Déjà Vu All Over Again: The Third Iraq War
Seems to me we have been here before in Iraq. No, I don’t mean Operation Iraqi Freedom in 2003. I am referring to Operations Provide Comfort I & II and their successor, Operation Northern Watch. Provide Comfort was a United Nations sanctioned effort to provide safety and supplies to Iraq’s Kurds following Operation Desert Storm. Saddam Hussein used the poorly constructed ceasefire agreement to initiate a murderous campaign against both the Kurds in Northern Iraq and the Shia in the South. In order to safely move humanitarian aid into Northern Iraq, Coalition forces declared a no-fly zone. Operation Provide Comfort I lasted for a few months, just long enough to ensure that Kurdish refugees were able to survive and receive assistance. Operation Provide Comfort II followed immediately on the heels of Provide Comfort I and lasted from mid-1991 until the end of 1996. Its purpose was to protect the Kurds from further Iraq aggression. During that time, U.S. fighters shot down a number of Iraqi combat aircraft and bombed airfields and surface-to-air missile batteries. The successor to Operation Provide Comfort II, Operation Northern Watch began at the start of 1997 and continued for another six years until the beginning of Operation Iraqi Freedom. There was also Operation Southern Watch which established a no-fly zone over southern Iraq and ran virtually unchanged and without letup in southern Iraq between 1992 and 2003.
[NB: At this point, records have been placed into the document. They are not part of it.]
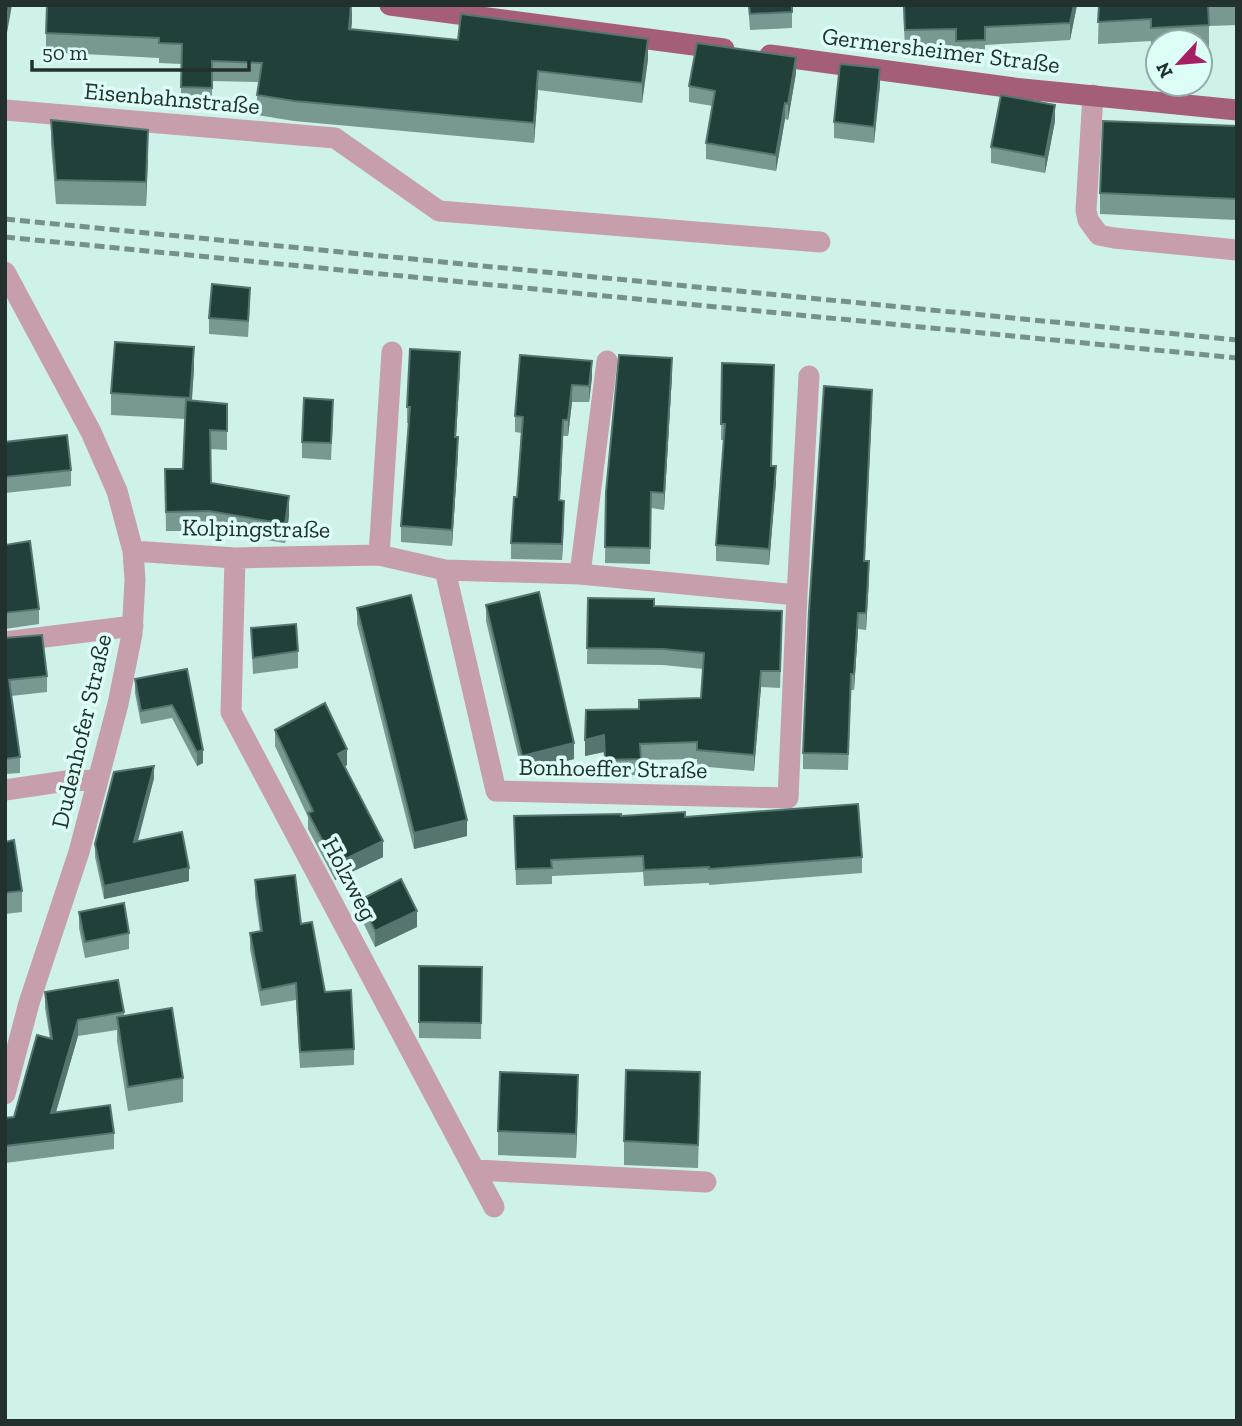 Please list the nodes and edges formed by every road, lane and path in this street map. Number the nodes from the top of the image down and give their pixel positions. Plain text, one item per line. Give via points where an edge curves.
1 (390, 5) edge
2 (1093, 95) junction
3 (5, 110) edge
4 (1237, 110) edge
5 (820, 242) dead end
6 (1237, 250) edge
7 (5, 272) edge
8 (392, 352) dead end
9 (607, 361) dead end
10 (809, 376) dead end
11 (133, 551) junction
12 (379, 555) junction
13 (235, 558) junction
14 (445, 570) junction
15 (580, 575) junction
16 (797, 595) junction
17 (133, 626) junction
18 (5, 642) edge
19 (98, 780) junction
20 (5, 790) edge
21 (5, 1094) edge
22 (475, 1170) junction
23 (706, 1182) dead end
24 (494, 1207) dead end

1 - 2 main road, Germersheimer Straße
2 - 4 main road, Germersheimer Straße
2 - 6 street via 1086,210 1094,230 1114,238
3 - 5 street, Eisenbahnstraße via 335,138 439,211
7 - 11 street, Dudenhofer Straße via 91,432 117,491
8 - 12 street
9 - 15 street
10 - 16 street
11 - 13 street, Kolpingstraße
11 - 17 street, Dudenhofer Straße
12 - 13 street, Kolpingstraße
12 - 14 street, Kolpingstraße
13 - 22 street, Holzweg via 231,712
14 - 15 street, Kolpingstraße
14 - 16 street, Bonhoeffer Straße via 496,791 788,797
15 - 16 street, Kolpingstraße
17 - 18 street
17 - 19 street, Dudenhofer Straße
19 - 20 street
19 - 21 street, Dudenhofer Straße
22 - 23 street
22 - 24 street, Holzweg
The pattern is repeating itself. A new humanitarian crisis is unfolding in Iraq due in large part to the failure of the United States to act decisively against an emerging threat. The U.S. has acted again to protect Iraqi minorities, including Kurds, from another Sunni threat to their survival, this time the Islamic State of Iraq and Syria (ISIS). U.S. transport aircraft, C-130s and C-17s began delivering humanitarian supplies to refugees trapped by advancing ISIS forces. In addition, carrier-based F/A-18E/Fs have conducted strikes on at least one ISIS position. No matter how these actions are rationalized, this is the beginning of the Third Iraq War.
The same war weariness, lack of foresight and failure of leadership that colored U.S. and international responses to Saddam Hussein’s efforts to defy the United Nations on innumerable resolutions was at play in the Obama Administration’s inaction while ISIS was rising in Syria and even when it began the current offensive in Iraq. The lesson from Operations Northern and Southern Watch for Saddam Hussein was that the U.S. lacked the will to act decisively. Hence, when in the aftermath of September 11 the Bush Administration saw a compelling strategic need to ensure a nuclear-free Iraq, Saddam Hussein didn’t believe that the U.S. was serious. After years of temporizing on assistance to the Syrian rebels, the failure to ensure a status of forces agreement with the government in Baghdad and the “red line” debacle, is it any surprise that ISIS had no apparent fear of the Obama Administration’s response to their offensive? Now, as then, the unwillingness to act decisively and early against a threat to regional peace has resulted in the need to act without the advantages of deliberate planning, a long-term political-military strategy or even the disposition of adequate forces.
ISIS already has gathered sufficient military power, territory and economic resources to be a serious player in the Middle East. It also has a base from which to attack U.S. and Western interests in the region and even support strikes on the U.S. homeland. The U.S. is going to get dragged into the Third Iraq War whether it wants to or not. Should ISIS advance further in the North this will bring the war to the doorstep of Turkey, a NATO country. Should ISIS make good on its goal of taking Baghdad it is likely Iranian military forces will enter the fray. In either case, the U.S. will find itself having to become deeply involved including with boots on the ground.